COMPARISON OF ABOVE TWO CASES.

The 2 cases above have the same ruling. It discussed the elements of a contract of Insurance and
why the element to “indemnify the injured party” is indispensable requisite. The two
jurisprudence dictates that a health care agreement is in the nature of non-life insurance, which is
primarily a contract of indemnity. The 1st case PHILAMCARE HEALTH SYSTEMS, INC.

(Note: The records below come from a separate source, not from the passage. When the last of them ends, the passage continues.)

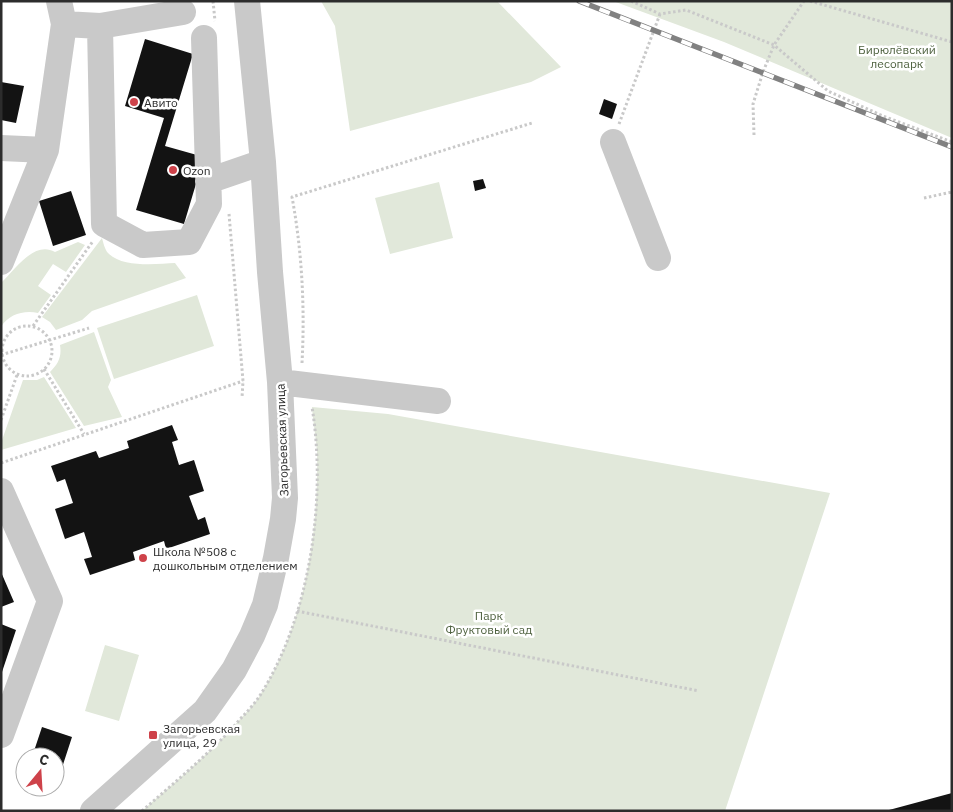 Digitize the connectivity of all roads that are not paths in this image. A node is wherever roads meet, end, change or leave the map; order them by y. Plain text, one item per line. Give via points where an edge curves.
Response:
1 (247, 1) edge
2 (183, 12) dead end
3 (62, 13) edge
4 (100, 26) junction
5 (204, 38) dead end
6 (613, 142) road end
7 (1, 148) edge
8 (46, 150) junction
9 (263, 162) junction
10 (208, 181) junction
11 (658, 258) dead end
12 (1, 262) edge
13 (297, 391) junction
14 (438, 402) dead end
15 (1, 490) edge
16 (1, 735) edge
17 (93, 811) edge

1 - 9 street, Загорьевская улица
2 - 4 street
3 - 4 street
3 - 8 street
4 - 10 street via 104,224 143,245 189,242 209,204
5 - 10 street
6 - 11 street
7 - 8 street
8 - 12 street
9 - 10 street
9 - 13 street, Загорьевская улица via 269,262
13 - 14 street
13 - 17 street, Загорьевская улица via 283,519 266,605 234,670 205,711
15 - 16 street via 50,601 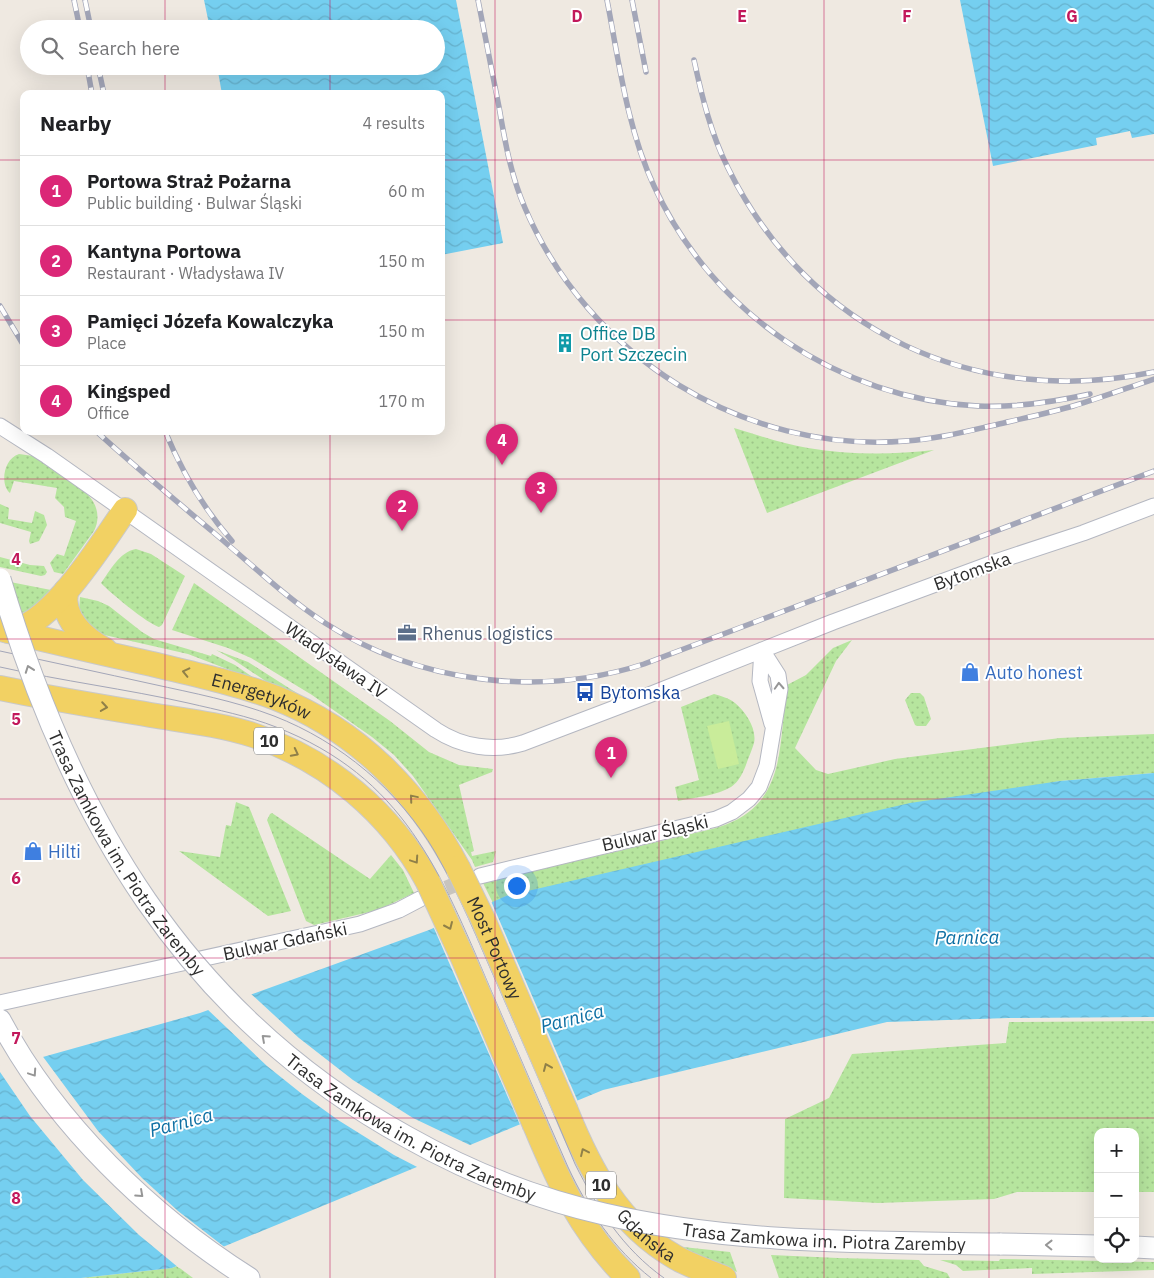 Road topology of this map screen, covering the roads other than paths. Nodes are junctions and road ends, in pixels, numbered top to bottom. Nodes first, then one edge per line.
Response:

vs. COURT OF APPEALS stated by the decision of the Supreme Court the health coverage
agreement entered upon by Ernani with Philamcare is a non-life insurance contract and is
covered by the Insurance Law. It is primarily a contract of indemnity. Once the member incurs
hospital, medical or any other expense arising from sickness, injury or other stipulated
contingent, the health care provider must pay for the same to the extent agreed upon under the
contract. The latter case FORTUNE MEDICARE, INC vs. DAVID ROBERT U. AMORIN
stated stated by the decision of the Supreme Court that purposes of determining the liability
of a health care provider to its members, a health care agreement is in the nature of non-life
insurance, which is primarily a contract of indemnity. Once the member incurs hospital, medical
or any other expense arising from sickness, injury or other stipulated contingent, the health care
provider must pay for the same to the extent agreed upon under the contract.